DATA LISTING:

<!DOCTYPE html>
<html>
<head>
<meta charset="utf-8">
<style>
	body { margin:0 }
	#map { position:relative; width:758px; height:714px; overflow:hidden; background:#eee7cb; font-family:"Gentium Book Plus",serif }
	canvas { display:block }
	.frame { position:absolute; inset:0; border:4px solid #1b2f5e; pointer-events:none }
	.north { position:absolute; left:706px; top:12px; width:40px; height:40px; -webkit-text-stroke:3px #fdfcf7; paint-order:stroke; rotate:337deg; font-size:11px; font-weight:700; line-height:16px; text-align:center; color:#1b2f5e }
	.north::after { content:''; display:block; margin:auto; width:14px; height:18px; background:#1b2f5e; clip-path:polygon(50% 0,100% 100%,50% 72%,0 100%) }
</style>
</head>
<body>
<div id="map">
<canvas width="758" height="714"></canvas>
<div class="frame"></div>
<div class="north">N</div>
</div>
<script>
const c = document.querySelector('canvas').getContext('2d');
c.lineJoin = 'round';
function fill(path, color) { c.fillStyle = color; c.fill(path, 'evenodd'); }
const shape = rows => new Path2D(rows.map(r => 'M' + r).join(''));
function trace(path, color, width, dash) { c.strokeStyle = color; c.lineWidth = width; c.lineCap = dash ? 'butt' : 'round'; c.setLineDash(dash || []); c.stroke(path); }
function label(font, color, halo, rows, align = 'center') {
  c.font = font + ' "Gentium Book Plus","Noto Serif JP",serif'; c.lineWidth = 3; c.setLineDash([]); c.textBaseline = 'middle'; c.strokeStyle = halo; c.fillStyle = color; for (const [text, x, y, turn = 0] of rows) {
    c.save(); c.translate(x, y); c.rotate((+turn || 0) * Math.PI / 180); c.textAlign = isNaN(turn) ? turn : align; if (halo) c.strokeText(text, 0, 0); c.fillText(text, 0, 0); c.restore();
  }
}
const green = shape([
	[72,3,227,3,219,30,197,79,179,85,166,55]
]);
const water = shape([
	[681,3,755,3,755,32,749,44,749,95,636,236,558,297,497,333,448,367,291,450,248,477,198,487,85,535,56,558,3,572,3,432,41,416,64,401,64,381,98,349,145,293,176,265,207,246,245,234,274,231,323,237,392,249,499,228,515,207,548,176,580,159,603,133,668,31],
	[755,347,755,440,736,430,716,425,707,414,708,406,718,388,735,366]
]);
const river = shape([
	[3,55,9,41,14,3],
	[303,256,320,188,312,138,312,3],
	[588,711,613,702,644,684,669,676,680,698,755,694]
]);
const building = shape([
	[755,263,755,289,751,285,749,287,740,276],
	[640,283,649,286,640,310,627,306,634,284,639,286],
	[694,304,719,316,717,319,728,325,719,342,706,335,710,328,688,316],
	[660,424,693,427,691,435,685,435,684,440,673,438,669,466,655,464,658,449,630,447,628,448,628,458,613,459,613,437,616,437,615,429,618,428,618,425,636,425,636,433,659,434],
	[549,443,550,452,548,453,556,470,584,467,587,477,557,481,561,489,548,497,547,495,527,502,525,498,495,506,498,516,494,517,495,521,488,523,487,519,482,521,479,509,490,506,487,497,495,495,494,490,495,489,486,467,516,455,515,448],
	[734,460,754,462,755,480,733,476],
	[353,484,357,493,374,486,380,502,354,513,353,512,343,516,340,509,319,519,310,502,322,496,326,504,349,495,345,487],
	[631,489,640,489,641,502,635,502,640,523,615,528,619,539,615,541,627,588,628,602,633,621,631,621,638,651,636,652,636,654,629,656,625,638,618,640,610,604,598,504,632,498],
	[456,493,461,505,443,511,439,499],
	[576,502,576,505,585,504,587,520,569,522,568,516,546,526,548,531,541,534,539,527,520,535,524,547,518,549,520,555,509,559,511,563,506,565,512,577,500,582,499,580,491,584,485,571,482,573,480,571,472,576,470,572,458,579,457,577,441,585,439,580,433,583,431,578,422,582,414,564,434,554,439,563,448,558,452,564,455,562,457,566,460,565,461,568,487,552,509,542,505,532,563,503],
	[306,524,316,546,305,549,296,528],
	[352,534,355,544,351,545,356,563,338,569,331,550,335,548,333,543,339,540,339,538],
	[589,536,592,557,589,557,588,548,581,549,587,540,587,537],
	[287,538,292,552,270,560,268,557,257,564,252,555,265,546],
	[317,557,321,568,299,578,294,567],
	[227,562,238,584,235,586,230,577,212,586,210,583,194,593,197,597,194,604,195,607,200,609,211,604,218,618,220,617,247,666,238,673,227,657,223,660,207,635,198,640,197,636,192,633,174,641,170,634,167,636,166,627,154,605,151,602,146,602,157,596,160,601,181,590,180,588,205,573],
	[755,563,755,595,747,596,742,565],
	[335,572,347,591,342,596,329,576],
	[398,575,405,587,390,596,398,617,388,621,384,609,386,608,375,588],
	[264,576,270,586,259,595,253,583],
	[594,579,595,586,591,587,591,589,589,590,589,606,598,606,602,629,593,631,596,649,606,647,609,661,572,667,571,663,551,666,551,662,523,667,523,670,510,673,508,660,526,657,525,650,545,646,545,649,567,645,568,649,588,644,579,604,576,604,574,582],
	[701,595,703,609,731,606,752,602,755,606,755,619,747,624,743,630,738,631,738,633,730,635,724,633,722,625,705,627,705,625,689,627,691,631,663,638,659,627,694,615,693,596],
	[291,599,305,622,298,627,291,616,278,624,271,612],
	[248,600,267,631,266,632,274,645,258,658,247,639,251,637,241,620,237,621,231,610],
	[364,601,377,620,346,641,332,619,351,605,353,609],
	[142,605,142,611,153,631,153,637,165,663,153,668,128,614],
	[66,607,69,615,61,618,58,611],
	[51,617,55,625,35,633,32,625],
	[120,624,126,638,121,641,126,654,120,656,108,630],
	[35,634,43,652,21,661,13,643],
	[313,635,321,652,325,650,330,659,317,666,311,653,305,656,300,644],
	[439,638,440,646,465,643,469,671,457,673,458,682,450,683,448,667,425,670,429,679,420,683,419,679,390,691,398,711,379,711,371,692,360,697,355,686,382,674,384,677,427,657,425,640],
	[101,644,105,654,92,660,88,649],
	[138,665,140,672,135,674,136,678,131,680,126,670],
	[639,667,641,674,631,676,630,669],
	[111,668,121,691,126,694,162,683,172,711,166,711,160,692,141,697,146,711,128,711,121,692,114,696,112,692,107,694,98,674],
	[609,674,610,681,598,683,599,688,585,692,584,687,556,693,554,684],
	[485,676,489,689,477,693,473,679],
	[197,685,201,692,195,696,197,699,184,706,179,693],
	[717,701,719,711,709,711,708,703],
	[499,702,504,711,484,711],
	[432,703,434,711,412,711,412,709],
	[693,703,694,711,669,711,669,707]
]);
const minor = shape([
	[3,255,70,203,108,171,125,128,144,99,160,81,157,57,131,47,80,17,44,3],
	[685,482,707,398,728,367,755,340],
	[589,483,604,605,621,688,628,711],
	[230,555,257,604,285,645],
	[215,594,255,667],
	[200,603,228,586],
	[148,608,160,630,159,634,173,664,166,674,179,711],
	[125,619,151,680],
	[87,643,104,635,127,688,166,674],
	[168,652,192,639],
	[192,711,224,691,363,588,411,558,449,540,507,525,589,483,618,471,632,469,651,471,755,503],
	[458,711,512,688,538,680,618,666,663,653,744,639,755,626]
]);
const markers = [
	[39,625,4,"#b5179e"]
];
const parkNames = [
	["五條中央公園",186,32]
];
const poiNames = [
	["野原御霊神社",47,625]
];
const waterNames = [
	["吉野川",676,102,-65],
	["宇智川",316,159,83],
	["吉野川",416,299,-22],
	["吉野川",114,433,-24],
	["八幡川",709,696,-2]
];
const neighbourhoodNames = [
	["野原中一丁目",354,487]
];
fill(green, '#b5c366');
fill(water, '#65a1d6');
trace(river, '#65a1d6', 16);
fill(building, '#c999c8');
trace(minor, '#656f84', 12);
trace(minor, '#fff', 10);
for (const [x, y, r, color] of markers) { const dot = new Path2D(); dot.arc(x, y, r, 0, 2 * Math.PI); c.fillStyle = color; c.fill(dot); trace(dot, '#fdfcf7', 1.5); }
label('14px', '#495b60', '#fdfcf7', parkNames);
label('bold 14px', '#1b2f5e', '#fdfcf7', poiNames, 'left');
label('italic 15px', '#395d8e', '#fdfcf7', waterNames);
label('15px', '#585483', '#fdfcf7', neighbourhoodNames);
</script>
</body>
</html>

WORK ORDER: Go through the material above and copy each line that has the word "canvas".

EXPECTED ANSWER:
	canvas { display:block }
<canvas width="758" height="714"></canvas>
const c = document.querySelector('canvas').getContext('2d');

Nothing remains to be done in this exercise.